Pitt: Als ich 18 oder 19 Jahre alt war und in einem Off-Broadway-Stück mitwirkte, war ich umgeben von einer talentierten Gruppe von Schauspielern, die mich sehr geprägt haben. Ich habe meine Lehren aus dieser Erfahrung gezogen. Es geht mir immer um die Arbeit. Das ist für mich sehr befriedigend. Natürlich habe ich nichts dagegen, Geld zu verdienen, aber ich fokussiere mich auf die Arbeit und ich glaube, dass ich so mehr vom Leben zurückbekomme.

Frage: Als jemand, der sowohl fürs Fernsehen als auch fürs Kino arbeitet, was glauben Sie da, warum das Fernsehen im Vergleich immer ambitionierter wird?

Pitt: Ich bin nicht sicher, dass es so ist, aber ich glaube, das hat viel mit dem Internet zu tun. Viele Menschen haben jetzt bessere Systeme zuhause, um Filme und Serien zu sehen, darum gehen sie weniger häufig ins Kino. Alles verändert sich und muss überdacht werden. Das hängt mit dem Internet, aber auch den neuen technischen Möglichkeiten zusammen. Mike hat diesen Film zuhause geschnitten. Das ist heutzutage möglich. Man braucht dafür nicht mehr besonderes Equipment. Als sich das änderte, änderte sich auch die Industrie.

Frage: Sie waren in letzter Zeit in einer ganzen Reihe von Filmen zu sehen.

Pitt: Ja, ich arbeite mir den Hintern wund (lacht). Ich machte viele verschiedene Dinge, interessante Filme, aber keiner so gut wie der hier (lacht). Ich fühle mich gesegnet, dass ich arbeiten kann. In Amerika ist es heutzutage schwer, jemand wie ich zu sein, ein arbeitender Schauspieler. Dabei ist es schwierig, kleinere Projekte zu machen, weil es in dieser Industrie ums Geldmachen geht. Ich kontere das, indem ich sehr aktiv bin und kaum noch schlafe.

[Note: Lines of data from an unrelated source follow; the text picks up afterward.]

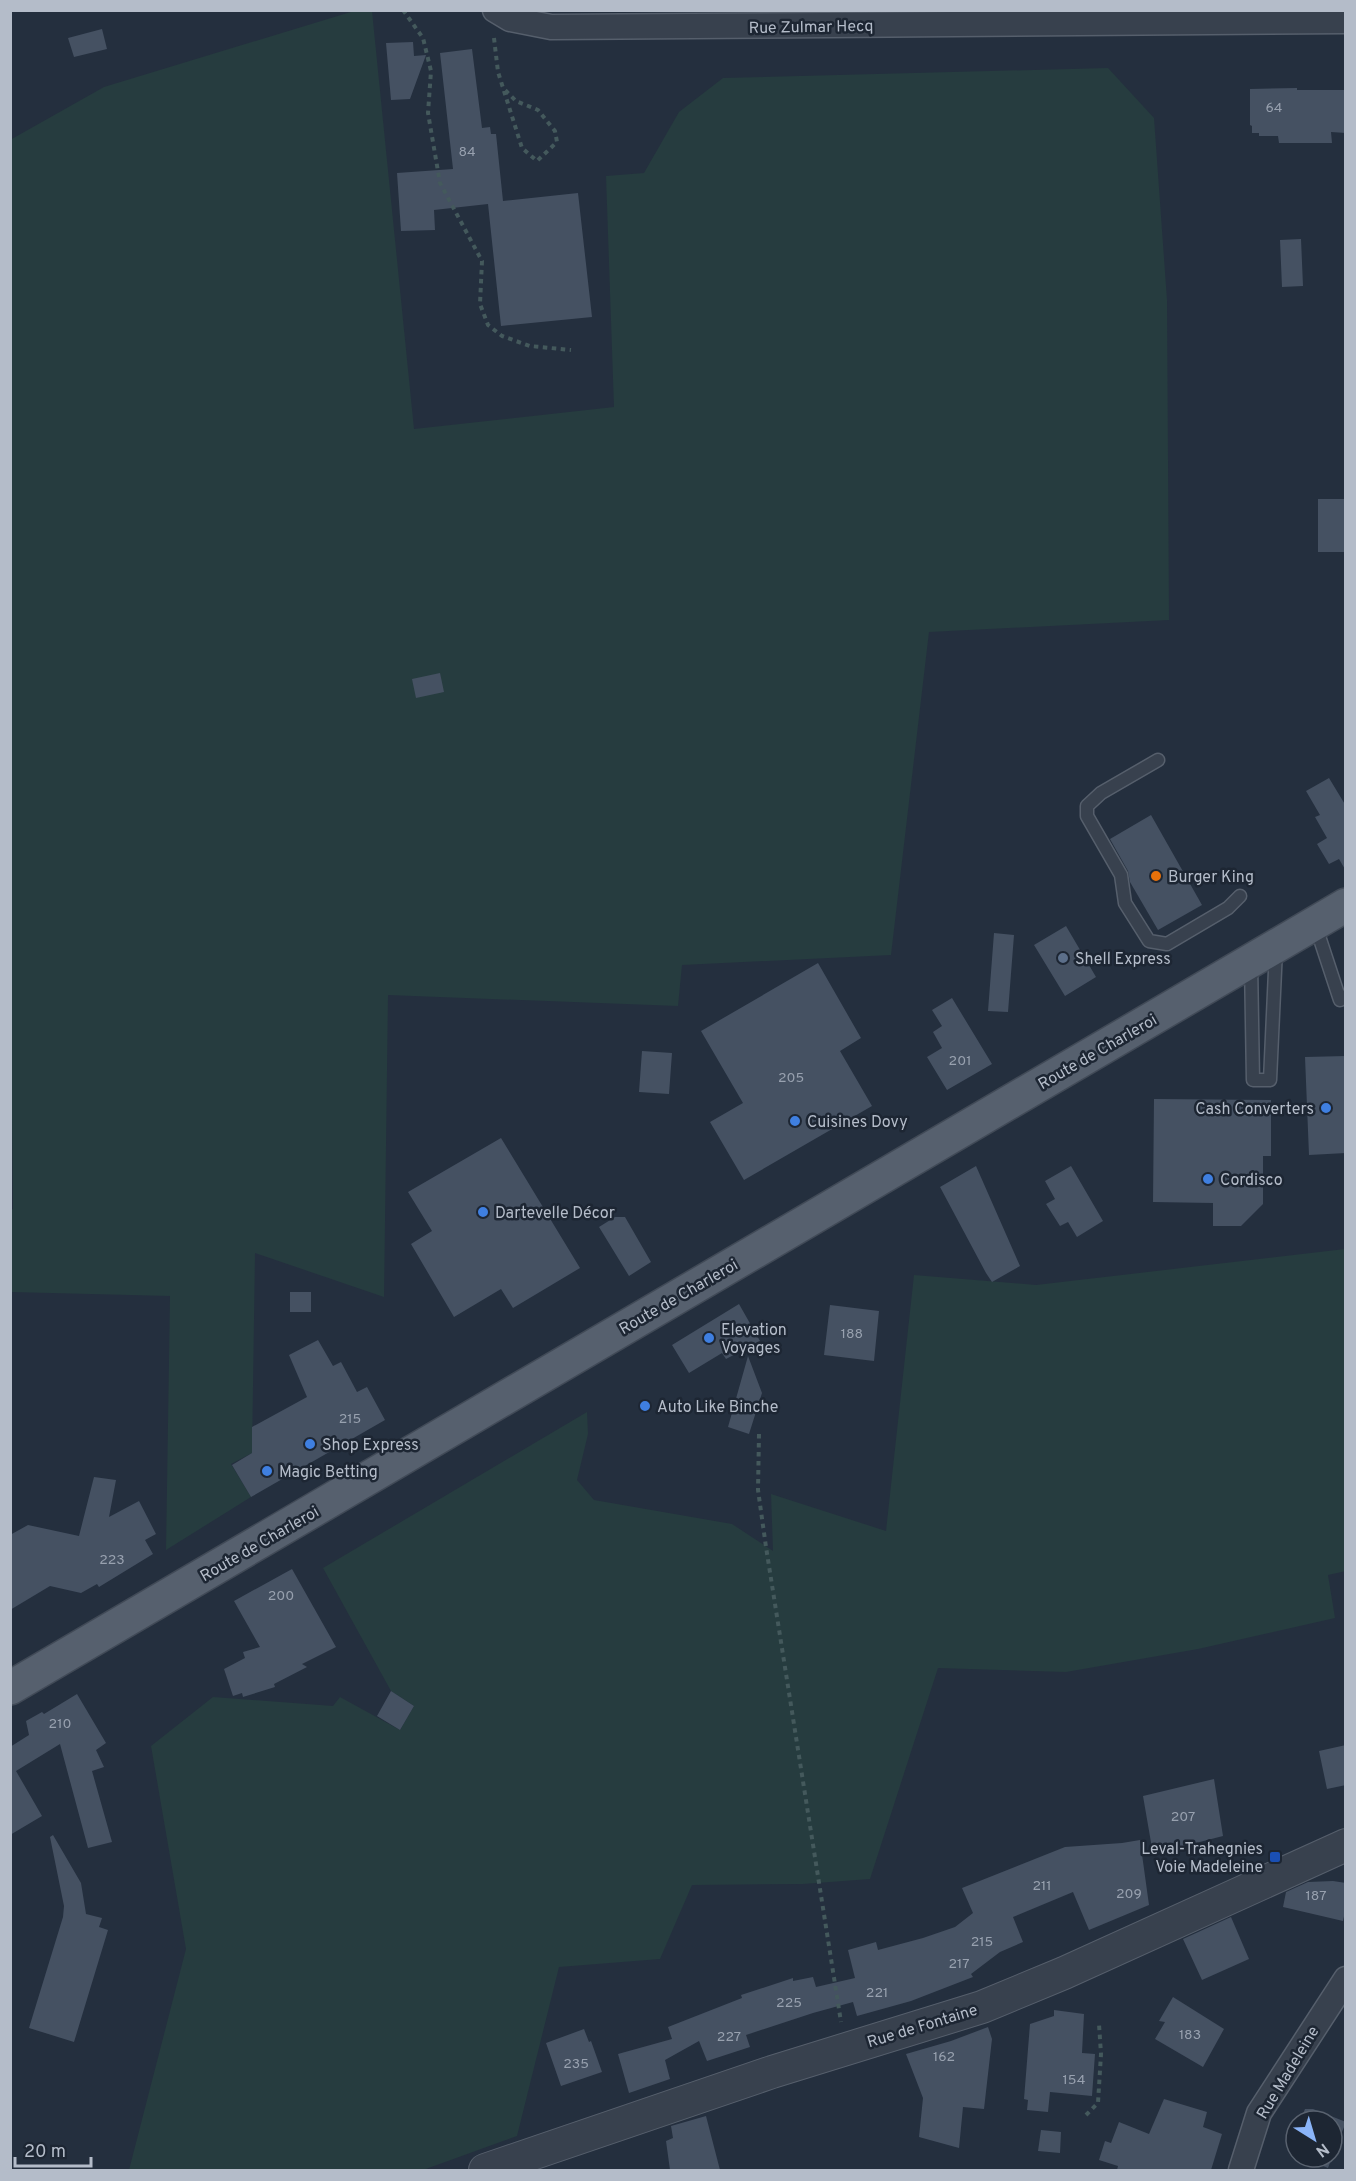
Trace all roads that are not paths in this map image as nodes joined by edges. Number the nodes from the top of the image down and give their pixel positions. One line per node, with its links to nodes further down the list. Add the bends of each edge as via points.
1 (494, 21): 2 (street, Rue Zulmar Hecq, via 551,27)
2 (1346, 21)
3 (1158, 760): 4 (lane, via 1101,793 1087,806 1087,816 1121,875 1125,903 1149,940 1167,944 1228,908)
4 (1240, 896)
5 (1346, 905): 6 (main road, Route de Charleroi)
6 (1315, 923): 7 (main road, Route de Charleroi); 8 (lane, via 1340,1000)
7 (1263, 954): 7 (lane, via 1253,1080 1270,1080); 9 (main road, Route de Charleroi)
8 (1346, 996)
9 (10, 1688)
10 (1346, 1845): 12 (street, Rue de Fontaine, via 982,2007 772,2072)
11 (1346, 1979): 13 (street, Rue Madeleine, via 1259,2113)
12 (485, 2170)
13 (1241, 2170)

Frage: Wie war es, in Indien zu drehen?

Cahill: Es war unglaublich. Dass wir dazu trotz des kleinen Budgets die Möglichkeit hatten, war toll. Es ist ein magischer Ort, ein wundervoller Ort und wurde gewählt, weil Indien zu zwei Aspekten des Films sehr gut passt. Einer ist der Glaube an Wiedergeburt, der in Indien weit verbreitet ist, der andere, dass Indien das größte nationale Programm zum Scannen der Augen seiner Bürger hat. Dies basiert auf echter Wissenschaft. Für unseren Film war es darum der beste Ort, um den dritten Akt dort spielen zu lassen. Zudem wollte ich, dass sich der Film global anfühlt und sich für universelle Themen öffnet. Der Film beginnt wie ein kleines New Yorker Independent-Drama und wird dann thematisch, aber auch farblich viel, viel größer.

Pitt: Strukturell ist es großartig. Der dritte Akt beginnt und I Origins wird ein gänzlich anderer Film.

Frage: Angesichts des Themas des Films, wie erklären Sie da, was Liebe ist?

Pitt: Ich weiß nicht. Momentan habe ich Angst vor der Liebe.

Cahill: Was ist Liebe? Ich glaube, es gibt verschiedene Arten der Liebe. Die platonische Liebe, die romantische Liebe, die brüderliche Liebe und die wissenschaftliche Basis mit Endorphinen, die im zerebralen Cortex ausgeschüttet werden und uns ein gutes Gefühl geben. Ich habe darauf aber ehrlich gesagt keine Antwort.

Pitt: Ich denke, das ist der Punkt des Films. Wenn man einem Wissenschaftler, der an Daten glaubt, mit etwas begegnen will, das er nicht erklären kann, dann mit der Frage, was Liebe ist.

Frage: Und wieso haben Sie momentan Angst vor der Liebe?

Pitt: (lacht) Nein, nein, nein, das hätte ich nicht sagen sollten. Ich habe gerade einen Woody-Allen-Moment. Liebe ist gefährlich, Sie wissen schon (lacht). Ich habe keine Angst vor der Liebe. Es ist ein Klischee, aber sie ist alles, was wir brauchen. Ich liebe dich, Mike.